[ABOUT THIS EXERCISE] Restate all of the entries verbatim.

[DATA EXTRACTS]

=== Section Start ===

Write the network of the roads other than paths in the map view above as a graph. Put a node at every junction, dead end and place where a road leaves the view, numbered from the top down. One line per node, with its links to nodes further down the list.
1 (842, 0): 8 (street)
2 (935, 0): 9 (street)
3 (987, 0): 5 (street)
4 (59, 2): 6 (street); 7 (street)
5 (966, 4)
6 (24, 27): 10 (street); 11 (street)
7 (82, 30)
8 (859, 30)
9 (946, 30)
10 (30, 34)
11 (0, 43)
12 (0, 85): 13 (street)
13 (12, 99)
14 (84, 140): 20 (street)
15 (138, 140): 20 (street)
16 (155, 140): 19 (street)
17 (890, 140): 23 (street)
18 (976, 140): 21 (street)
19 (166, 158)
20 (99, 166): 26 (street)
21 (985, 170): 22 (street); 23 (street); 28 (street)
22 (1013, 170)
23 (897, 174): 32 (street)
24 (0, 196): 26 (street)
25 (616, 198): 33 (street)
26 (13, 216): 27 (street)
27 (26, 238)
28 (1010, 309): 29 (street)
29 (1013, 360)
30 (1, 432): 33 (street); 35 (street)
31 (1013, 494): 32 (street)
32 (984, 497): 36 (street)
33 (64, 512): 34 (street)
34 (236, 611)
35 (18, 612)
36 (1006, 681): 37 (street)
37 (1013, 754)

=== Section End ===

[TASK OUTPUT]
Write the network of the roads other than paths in the map view above as a graph. Put a node at every junction, dead end and place where a road leaves the view, numbered from the top down. One line per node, with its links to nodes further down the list.
1 (842, 0): 8 (street)
2 (935, 0): 9 (street)
3 (987, 0): 5 (street)
4 (59, 2): 6 (street); 7 (street)
5 (966, 4)
6 (24, 27): 10 (street); 11 (street)
7 (82, 30)
8 (859, 30)
9 (946, 30)
10 (30, 34)
11 (0, 43)
12 (0, 85): 13 (street)
13 (12, 99)
14 (84, 140): 20 (street)
15 (138, 140): 20 (street)
16 (155, 140): 19 (street)
17 (890, 140): 23 (street)
18 (976, 140): 21 (street)
19 (166, 158)
20 (99, 166): 26 (street)
21 (985, 170): 22 (street); 23 (street); 28 (street)
22 (1013, 170)
23 (897, 174): 32 (street)
24 (0, 196): 26 (street)
25 (616, 198): 33 (street)
26 (13, 216): 27 (street)
27 (26, 238)
28 (1010, 309): 29 (street)
29 (1013, 360)
30 (1, 432): 33 (street); 35 (street)
31 (1013, 494): 32 (street)
32 (984, 497): 36 (street)
33 (64, 512): 34 (street)
34 (236, 611)
35 (18, 612)
36 (1006, 681): 37 (street)
37 (1013, 754)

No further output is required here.